Firefly Music 2020
Former KARNATAKA core members rekindle old flame and make the murk comfortably disturbing.
It’s been more than a decade and a half since Jonathan Edwards and Rachel Cohen last concocted such gripping song cycles as "Delicate Flame Of Desire" but their chemistry remained the same – dormant to manifest itself after all these years in the pair’s second joint project’s debut whose very title seems to quietly speak volumes about the Brits’ creative method – simultaneously sensual, nuanced and understated. Accumulating the apart-experience the two protagonists acquired in, respectively, LUNA ROSSA and THE REASONING, and adding Tim Hamill to the ensemble’s line-up, Rach and Jon delve deep into human psyche – the art-rock veterans go as far as to provide bibliography for further reading: a logical outcome of her academic career and his musical expertise – and explore their own soul along the way. The result is introspective and captivating on both melodic and lyrical levels that reveal more and more semantic layers with each new spin.

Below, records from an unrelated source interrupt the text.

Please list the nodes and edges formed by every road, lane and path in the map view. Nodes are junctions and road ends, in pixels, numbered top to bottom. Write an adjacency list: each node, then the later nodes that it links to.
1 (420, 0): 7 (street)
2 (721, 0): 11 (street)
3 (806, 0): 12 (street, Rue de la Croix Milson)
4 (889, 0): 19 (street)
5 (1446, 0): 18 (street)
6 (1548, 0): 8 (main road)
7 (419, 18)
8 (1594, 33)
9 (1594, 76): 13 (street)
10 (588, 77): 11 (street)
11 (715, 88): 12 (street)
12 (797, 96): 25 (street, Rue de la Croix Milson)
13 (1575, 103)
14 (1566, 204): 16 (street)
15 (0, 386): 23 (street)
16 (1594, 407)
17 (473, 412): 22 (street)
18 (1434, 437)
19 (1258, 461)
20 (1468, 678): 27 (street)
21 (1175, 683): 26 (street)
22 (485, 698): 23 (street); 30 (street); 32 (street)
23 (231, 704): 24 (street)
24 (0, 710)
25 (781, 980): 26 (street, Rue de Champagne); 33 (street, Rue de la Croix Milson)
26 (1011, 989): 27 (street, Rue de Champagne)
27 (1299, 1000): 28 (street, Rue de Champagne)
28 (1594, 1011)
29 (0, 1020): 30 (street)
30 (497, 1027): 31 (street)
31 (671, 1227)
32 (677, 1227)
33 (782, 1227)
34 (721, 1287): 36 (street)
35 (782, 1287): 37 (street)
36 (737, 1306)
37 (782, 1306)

While the key to the artists’ new universe may lie in the tremulous “Three Colours Dark” or “Know You Now” – the brass-smeared, piano-propelled story of resistance, if not regret, where Shakespearean lines meet a Child’s prayer and a four-letter word, which is not “love” – it’s the shimmering solemnity of opener “Enter, Soubrette” that suggests there’s an alternative world Edwards and Cohen inhabit today. Rachel’s vocals soar to the skies yet stay tethered to this mortal soil from the start, first by violin and often by Jonathan’s down-to-earth synthesizers, before “Wonderland (How Can This Be Love?)” spells out the price of liberty in no uncertain terms and marries folksy uplift to spacey riffs. The ticking jazziness and delicate polyphony of “Tasted Like Kryptonite” should inform the drift with urgency and also with vulnerability, but the spiritual trip of “Blood Moon Rising” sees organ paving a road for passionate voice and Chantel McGregor’s bluesy solo – a muscular aspect of the group’s approach to arrangement.
Given Dave Gregory’s six-string twang, the trio’s crystalline cover of Richard Thompson’s “Ghosts In The Wind” couldn’t be more spectral, albeit not sparse – and strangely carnal, too – yet the brooding “Rainbow’s End” will take the feelings beyond the pale, because this is what’s needed to chase away the heartbreak that’s spread all over the album. And this is what makes “Monster” lucidly cinematic and transforms drama into a techno-tinctured triumph, so even though the titular mini-epic has an anticlimactic strand in its sonic DNA, the mind-blowing stereo panorama of “The Science Of Goodbye” turns out to be a glorious finale, the last romantic yarn of getting the upper hand, as depicted on the record’s cover.
It’s an immensely mature work – a white-haired wisdom laced with just the right dose of venom and hope – which, hopefully, doesn’t stop here. That’s the sort of gloomy echo one would want to hear again and again.